> [Your assignment]
Calculate how many lines of the data hold "Bojongsari". The answer consists of that number only.

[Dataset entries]
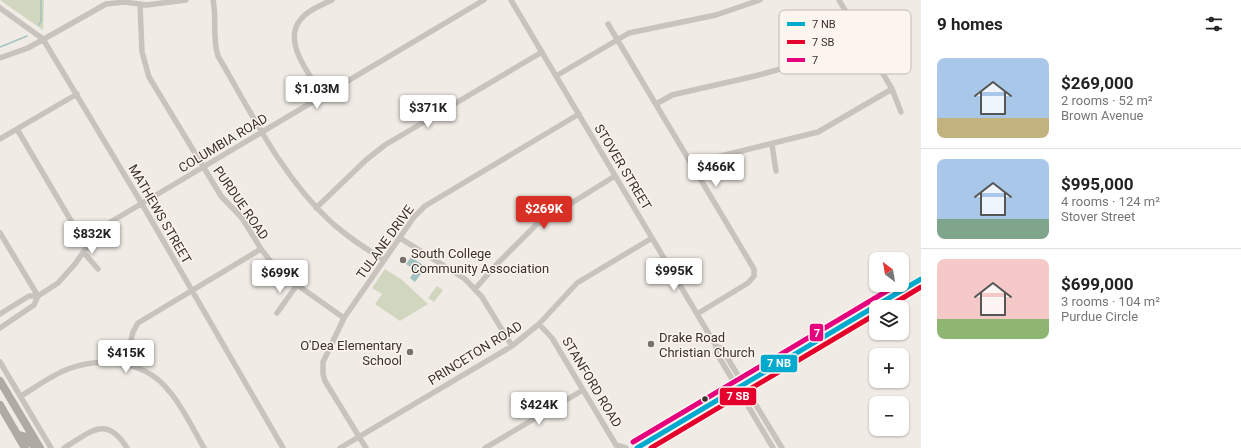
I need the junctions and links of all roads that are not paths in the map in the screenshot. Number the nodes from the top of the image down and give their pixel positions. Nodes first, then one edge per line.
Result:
1 (186, 0) edge
2 (212, 0) edge
3 (484, 0) edge
4 (511, 0) edge
5 (760, 0) edge
6 (839, 0) edge
7 (329, 1) edge
8 (140, 4) junction
9 (0, 8) edge
10 (845, 10) edge
11 (608, 24) dead end
12 (43, 39) junction
13 (617, 39) junction
14 (542, 52) junction
15 (0, 58) edge
16 (779, 69) edge
17 (883, 74) edge
18 (556, 76) junction
19 (892, 89) junction
20 (77, 94) junction
21 (323, 96) junction
22 (656, 104) junction
23 (902, 112) dead end
24 (578, 114) junction
25 (17, 129) junction
26 (263, 132) junction
27 (0, 139) edge
28 (772, 145) junction
29 (203, 167) junction
30 (694, 168) junction
31 (776, 172) dead end
32 (615, 176) junction
33 (142, 204) junction
34 (316, 208) junction
35 (0, 233) edge
36 (400, 238) junction
37 (652, 238) junction
38 (261, 249) junction
39 (85, 250) junction
40 (384, 260) junction
41 (98, 269) dead end
42 (921, 279) edge
43 (297, 285) junction
44 (475, 289) junction
45 (192, 290) junction
46 (38, 296) junction
47 (277, 313) dead end
48 (0, 314) edge
49 (697, 314) junction
50 (344, 318) junction
51 (539, 324) junction
52 (0, 328) edge
53 (512, 346) junction
54 (0, 362) edge
55 (125, 364) junction
56 (0, 381) edge
57 (740, 386) junction
58 (583, 390) junction
59 (21, 396) junction
60 (0, 405) edge
61 (18, 435) junction
62 (359, 437) junction
63 (39, 447) edge
64 (25, 448) edge
65 (51, 448) edge
66 (64, 448) edge
67 (127, 448) edge
68 (204, 448) edge
69 (283, 448) edge
70 (340, 448) edge
71 (366, 448) edge
72 (485, 448) edge
73 (626, 448) edge
74 (637, 448) edge
75 (773, 448) edge
76 (782, 448) edge

1 - 8 street
2 - 26 street
3 - 21 street, COLUMBIA ROAD
4 - 14 street, STOVER STREET
5 - 13 street
6 - 10 street
7 - 21 street
8 - 12 street
8 - 29 street, PURDUE ROAD
9 - 12 street, MATHEWS STREET
11 - 13 street
12 - 15 street
12 - 20 street, MATHEWS STREET
13 - 18 street
13 - 22 street
14 - 18 street, STOVER STREET
14 - 34 street
16 - 22 street
17 - 19 street
18 - 24 street, STOVER STREET
19 - 23 street
19 - 28 street
20 - 25 street
20 - 33 street, MATHEWS STREET
21 - 26 street, COLUMBIA ROAD
22 - 30 street
24 - 32 street, STOVER STREET
24 - 36 street, TULANE DRIVE
25 - 27 street
25 - 39 street
26 - 29 street, COLUMBIA ROAD
26 - 34 street
28 - 30 street
28 - 31 street
29 - 33 street, COLUMBIA ROAD
29 - 38 street, PURDUE ROAD
30 - 49 street
32 - 37 street, STOVER STREET
32 - 44 street
33 - 39 street, COLUMBIA ROAD
33 - 45 street, MATHEWS STREET
34 - 40 street
35 - 46 street
36 - 40 street, TULANE DRIVE
36 - 44 street
37 - 49 street, STOVER STREET
37 - 51 street, PRINCETON ROAD
38 - 43 street, PURDUE ROAD
38 - 45 street
39 - 41 street
39 - 46 street, COLUMBIA ROAD
40 - 50 street, TULANE DRIVE
42 - 57 main road
43 - 47 street
43 - 50 street, PURDUE ROAD
44 - 53 street
45 - 55 street
45 - 69 street, MATHEWS STREET
46 - 48 street, COLUMBIA ROAD
46 - 52 street, COLUMBIA ROAD
49 - 57 street, STOVER STREET
50 - 62 street, TULANE DRIVE
51 - 53 street, PRINCETON ROAD
51 - 58 street, STANFORD ROAD
53 - 62 street, PRINCETON ROAD
54 - 59 street
55 - 59 street
55 - 68 street
56 - 63 highway
57 - 74 main road
57 - 75 street, STOVER STREET
57 - 76 street, STOVER STREET
58 - 72 street
58 - 73 street, STANFORD ROAD
59 - 65 street
60 - 61 highway
61 - 63 highway
61 - 64 highway
62 - 70 street, PRINCETON ROAD
62 - 71 street, TULANE DRIVE
66 - 67 street

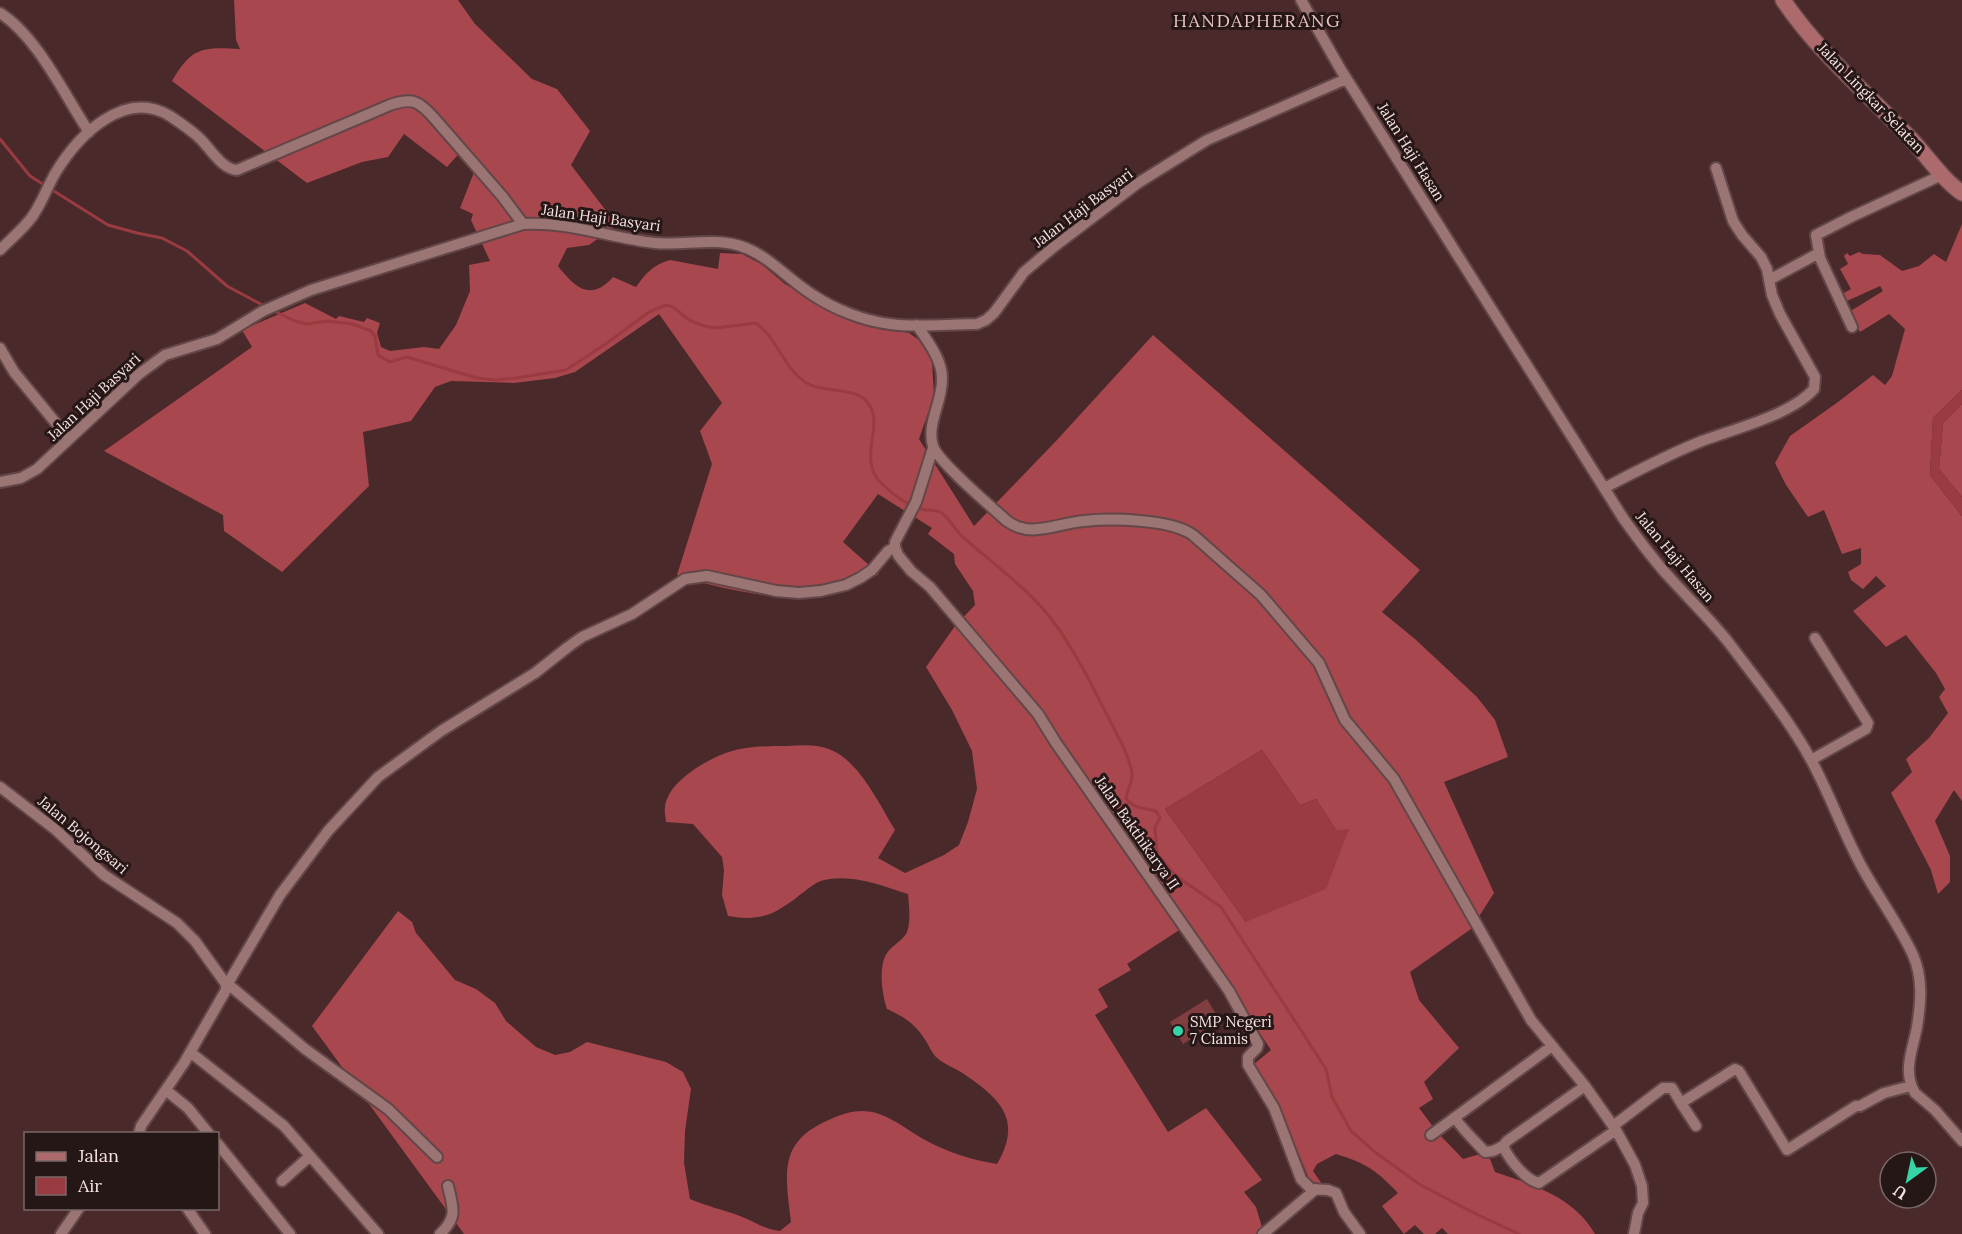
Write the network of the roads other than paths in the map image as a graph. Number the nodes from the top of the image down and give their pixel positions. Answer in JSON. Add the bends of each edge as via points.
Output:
{"nodes":[{"id":1,"x":1783,"y":0,"type":"edge"},
{"id":2,"x":1305,"y":1,"type":"edge"},
{"id":3,"x":0,"y":14,"type":"edge"},
{"id":4,"x":1346,"y":79,"type":"junction"},
{"id":5,"x":89,"y":132,"type":"junction"},
{"id":6,"x":1716,"y":168,"type":"dead end"},
{"id":7,"x":1942,"y":175,"type":"junction"},
{"id":8,"x":1962,"y":193,"type":"edge"},
{"id":9,"x":524,"y":224,"type":"junction"},
{"id":10,"x":0,"y":249,"type":"edge"},
{"id":11,"x":1819,"y":253,"type":"junction"},
{"id":12,"x":1769,"y":280,"type":"junction"},
{"id":13,"x":917,"y":325,"type":"junction"},
{"id":14,"x":1852,"y":327,"type":"dead end"},
{"id":15,"x":0,"y":348,"type":"edge"},
{"id":16,"x":69,"y":439,"type":"junction"},
{"id":17,"x":933,"y":448,"type":"junction"},
{"id":18,"x":0,"y":482,"type":"edge"},
{"id":19,"x":1606,"y":487,"type":"junction"},
{"id":20,"x":895,"y":547,"type":"junction"},
{"id":21,"x":1815,"y":638,"type":"dead end"},
{"id":22,"x":1811,"y":760,"type":"junction"},
{"id":23,"x":0,"y":787,"type":"edge"},
{"id":24,"x":228,"y":985,"type":"junction"},
{"id":25,"x":1552,"y":1046,"type":"junction"},
{"id":26,"x":190,"y":1052,"type":"junction"},
{"id":27,"x":1585,"y":1086,"type":"junction"},
{"id":28,"x":1911,"y":1086,"type":"junction"},
{"id":29,"x":167,"y":1091,"type":"junction"},
{"id":30,"x":1681,"y":1103,"type":"junction"},
{"id":31,"x":1455,"y":1117,"type":"junction"},
{"id":32,"x":1696,"y":1126,"type":"dead end"},
{"id":33,"x":1615,"y":1128,"type":"junction"},
{"id":34,"x":140,"y":1132,"type":"edge"},
{"id":35,"x":207,"y":1132,"type":"edge"},
{"id":36,"x":1431,"y":1135,"type":"dead end"},
{"id":37,"x":1962,"y":1141,"type":"edge"},
{"id":38,"x":219,"y":1145,"type":"edge"},
{"id":39,"x":1503,"y":1146,"type":"junction"},
{"id":40,"x":310,"y":1156,"type":"junction"},
{"id":41,"x":437,"y":1157,"type":"dead end"},
{"id":42,"x":282,"y":1181,"type":"dead end"},
{"id":43,"x":448,"y":1186,"type":"dead end"},
{"id":44,"x":1316,"y":1189,"type":"junction"},
{"id":45,"x":78,"y":1210,"type":"edge"},
{"id":46,"x":188,"y":1210,"type":"edge"},
{"id":47,"x":61,"y":1234,"type":"edge"},
{"id":48,"x":205,"y":1234,"type":"edge"},
{"id":49,"x":290,"y":1234,"type":"edge"},
{"id":50,"x":378,"y":1234,"type":"edge"},
{"id":51,"x":440,"y":1234,"type":"edge"},
{"id":52,"x":1263,"y":1234,"type":"edge"},
{"id":53,"x":1360,"y":1234,"type":"edge"},
{"id":54,"x":1634,"y":1234,"type":"edge"}],
"edges":[{"from":1,"to":7,"type":"street","name":"Jalan Lingkar Selatan","via":[[1823,51],[1914,141]]},
{"from":2,"to":4,"type":"street","name":"Jalan Haji Hasan"},
{"from":3,"to":5,"type":"street","via":[[32,44]]},
{"from":4,"to":13,"type":"street","name":"Jalan Haji Basyari","via":[[1207,140],[1138,183],[1024,272],[994,313],[982,322]]},
{"from":4,"to":19,"type":"street","name":"Jalan Haji Hasan"},
{"from":5,"to":9,"type":"street","via":[[107,116],[123,110],[158,110],[197,135],[226,166],[237,171],[390,105],[416,102],[424,106]]},
{"from":5,"to":10,"type":"street","via":[[57,170],[31,218]]},
{"from":6,"to":12,"type":"street","via":[[1733,221],[1761,256]]},
{"from":7,"to":8,"type":"street","name":"Jalan Lingkar Selatan"},
{"from":7,"to":11,"type":"street","via":[[1819,232]]},
{"from":9,"to":13,"type":"street","name":"Jalan Haji Basyari","via":[[575,228],[657,243],[733,244],[754,252],[835,307],[885,324]]},
{"from":9,"to":16,"type":"street","name":"Jalan Haji Basyari","via":[[311,290],[268,309],[217,339],[178,350],[153,362]]},
{"from":11,"to":12,"type":"street"},
{"from":11,"to":14,"type":"street"},
{"from":12,"to":19,"type":"street","via":[[1780,314],[1815,377],[1814,389],[1775,414],[1702,441]]},
{"from":13,"to":17,"type":"street","via":[[938,361],[942,378],[933,422]]},
{"from":15,"to":16,"type":"street","via":[[14,372]]},
{"from":16,"to":18,"type":"street","name":"Jalan Haji Basyari","via":[[26,476]]},
{"from":17,"to":20,"type":"street","via":[[914,506]]},
{"from":17,"to":25,"type":"street","via":[[1017,527],[1031,531],[1068,522],[1103,520],[1176,526],[1193,535],[1261,596],[1319,663],[1345,720],[1394,779],[1525,1010]]},
{"from":19,"to":22,"type":"street","name":"Jalan Haji Hasan","via":[[1642,545],[1727,642]]},
{"from":20,"to":24,"type":"street","via":[[860,578],[821,591],[776,591],[707,576],[685,579],[632,614],[582,638],[378,777],[328,831],[287,886]]},
{"from":20,"to":44,"type":"street","name":"Jalan Bakthikarya II","via":[[911,571],[930,586],[1038,714],[1229,991],[1258,1044],[1248,1057],[1248,1065],[1274,1108],[1301,1179]]},
{"from":21,"to":22,"type":"street","via":[[1868,723],[1866,729]]},
{"from":22,"to":28,"type":"street","name":"Jalan Haji Hasan","via":[[1846,836],[1905,939],[1918,970],[1921,988],[1908,1069]]},
{"from":23,"to":24,"type":"street","name":"Jalan Bojongsari","via":[[56,830],[104,875],[177,923]]},
{"from":24,"to":26,"type":"street"},
{"from":24,"to":41,"type":"street","name":"Jalan Bojongsari","via":[[305,1049],[388,1109]]},
{"from":25,"to":27,"type":"street"},
{"from":25,"to":31,"type":"street"},
{"from":26,"to":29,"type":"street"},
{"from":26,"to":40,"type":"street","via":[[267,1112]]},
{"from":27,"to":33,"type":"street"},
{"from":27,"to":39,"type":"street"},
{"from":28,"to":30,"type":"street","via":[[1856,1106],[1787,1150],[1737,1069]]},
{"from":28,"to":37,"type":"street"},
{"from":29,"to":34,"type":"street"},
{"from":29,"to":35,"type":"street","via":[[188,1108]]},
{"from":30,"to":32,"type":"street"},
{"from":30,"to":33,"type":"street","via":[[1672,1088],[1664,1088]]},
{"from":31,"to":36,"type":"street"},
{"from":31,"to":39,"type":"street","via":[[1485,1152]]},
{"from":33,"to":39,"type":"street","via":[[1539,1184],[1507,1155]]},
{"from":33,"to":54,"type":"street","via":[[1642,1186],[1643,1203]]},
{"from":38,"to":49,"type":"street"},
{"from":40,"to":42,"type":"street"},
{"from":40,"to":50,"type":"street"},
{"from":43,"to":51,"type":"street","via":[[452,1222]]},
{"from":44,"to":52,"type":"street"},
{"from":44,"to":53,"type":"street","name":"Jalan Bakthikarya II","via":[[1336,1193]]},
{"from":45,"to":47,"type":"street"},
{"from":46,"to":48,"type":"street"}]}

> [Exercise solution]
2